In order to build a Market Intelligence monitoring pipeline, Midesk offers many ways to processes and extract to exact results you want.
A default view of the user interface with a processing step that extracts a title from a webpage.
There are in three very flexible methods that can help you: xPath and JSON. The use depends on the type of data you work with. If you work with HTML elements and websites, xPath is your friend. If you work with API or object structures, JSON method will help you tremendously.
Midesk offers multiple way how to process, mold and extract the exact content you’d like to. There are three key methods you can use:
Use case: Structured HTML or XML processing
Description: XPath (XML Path Language) is a query language for selecting nodes from an XML document. In addition, XPath may be used to compute values (e.g., strings, numbers, or Boolean values) from the content of an XML document. XPath was defined by the World Wide Web Consortium (W3C).
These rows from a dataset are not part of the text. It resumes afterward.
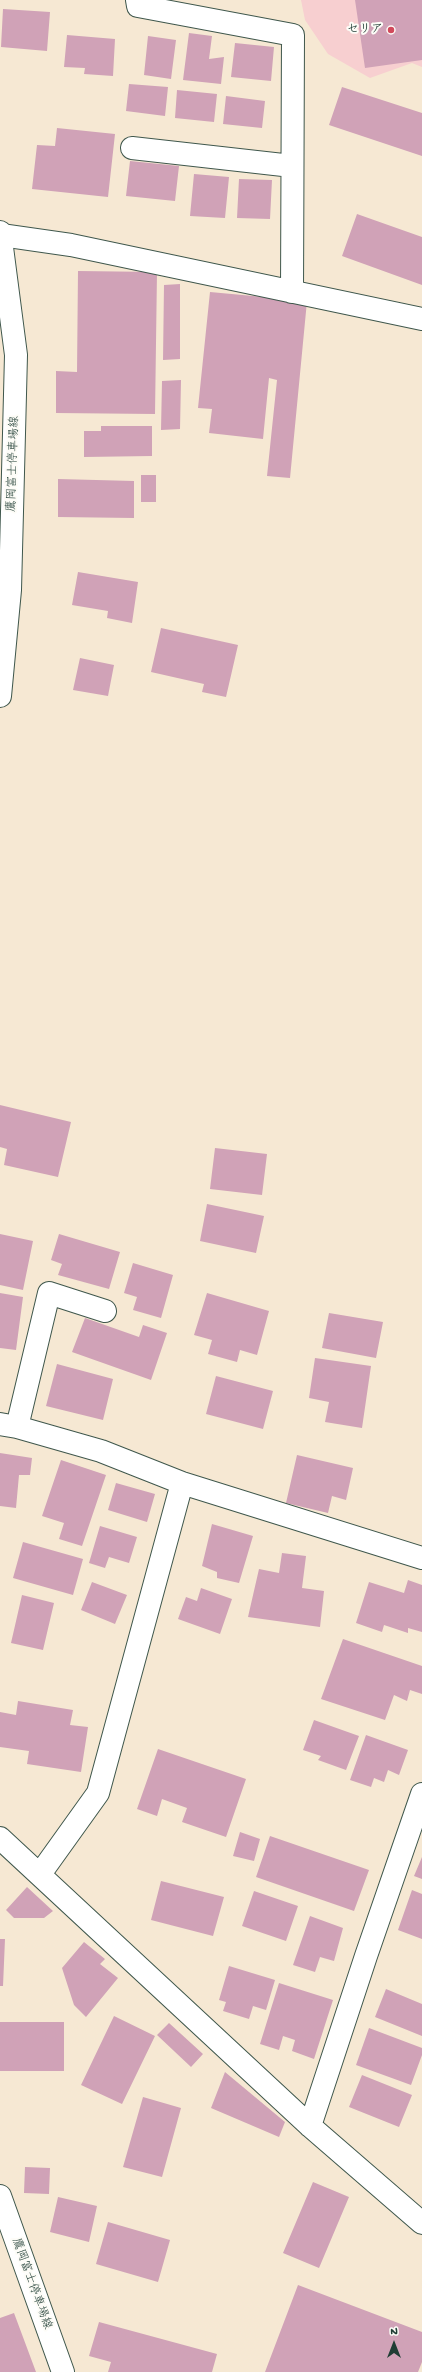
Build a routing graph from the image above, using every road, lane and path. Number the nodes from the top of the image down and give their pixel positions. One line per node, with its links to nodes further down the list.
1 (138, 0): 3 (street)
2 (132, 148): 3 (street)
3 (292, 166): 5 (street)
4 (0, 234): 5 (street); 7 (street, 鷹岡富士停車場線)
5 (292, 292): 6 (street)
6 (422, 319)
7 (0, 696)
8 (105, 1312): 9 (street)
9 (9, 1426): 10 (street)
10 (182, 1482): 11 (street); 14 (street)
11 (422, 1558)
12 (422, 1794): 15 (street)
13 (0, 1838): 14 (street)
14 (40, 1874): 15 (street)
15 (310, 2126): 17 (street)
16 (0, 2196): 18 (street, 鷹岡富士停車場線)
17 (422, 2223)
18 (62, 2372)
You can use the xPath method to not only process traditional websites but also XML files and RSS.
Use case: Structured API & Objects processing
Description: JSON is an open standard file format, and data interchange format, that uses human-readable text to store and transmit data objects consisting of attribute—value pairs and array data types. It is a very common data format, with a diverse range of applications, such as serving as a replacement for XML in AJAX
Use case: Unstructured text processing
Description: A regular expression (shortened as regex or regexp; also referred to as rational expression) is a sequence of characters that specifies a search pattern. Usually such patterns are used by string-searching algorithms for “find” or “find and replace” operations on strings, or for input validation.
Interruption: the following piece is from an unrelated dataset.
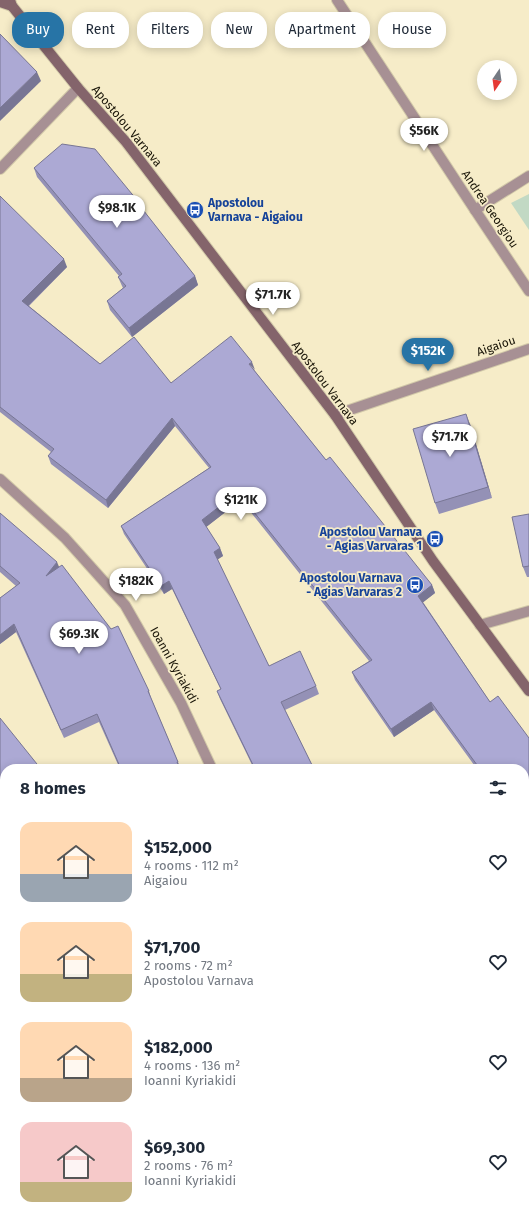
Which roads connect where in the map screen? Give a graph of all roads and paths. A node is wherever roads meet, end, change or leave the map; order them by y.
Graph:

The notation of transform uses so-called “dot notation”. A dot notation allows you to represent nested keys with a text notation. Each key is separated by a dot .
sign.
{"city": "Hamburg", "county": "Germany"}
Location: ${city} (${country})
[
"Location: Hamburg (Germany)"
]
[
{
"title": "Company",
"text": "Strategy"
},
{
"title": "Other company",
"text": "Market Intelligence"
}
]
Location: ${ title } SOME TEXT ${ text }
[
"Location: Germany SOME TEXT Strategy",
"Location: Other company SOME TEXT Market Intelligence"
]
The transform method supports many pipes that help you work with the text. Pipes can be chained and perform operations from left to right. Pipes are denoted by a pipe | sign. Pipes may have one or two additional parameters which are separated by a colon : sign.
{
"city": "Hamburg",
"county": "Germany"
}
Location: ${ city | upper } (${ country | upper })
[
"Location: HAMBURG (GERMANY)"
]
The after pipe returns everything after the given value in a string. The entire string will be returned if the value does not exist within the string.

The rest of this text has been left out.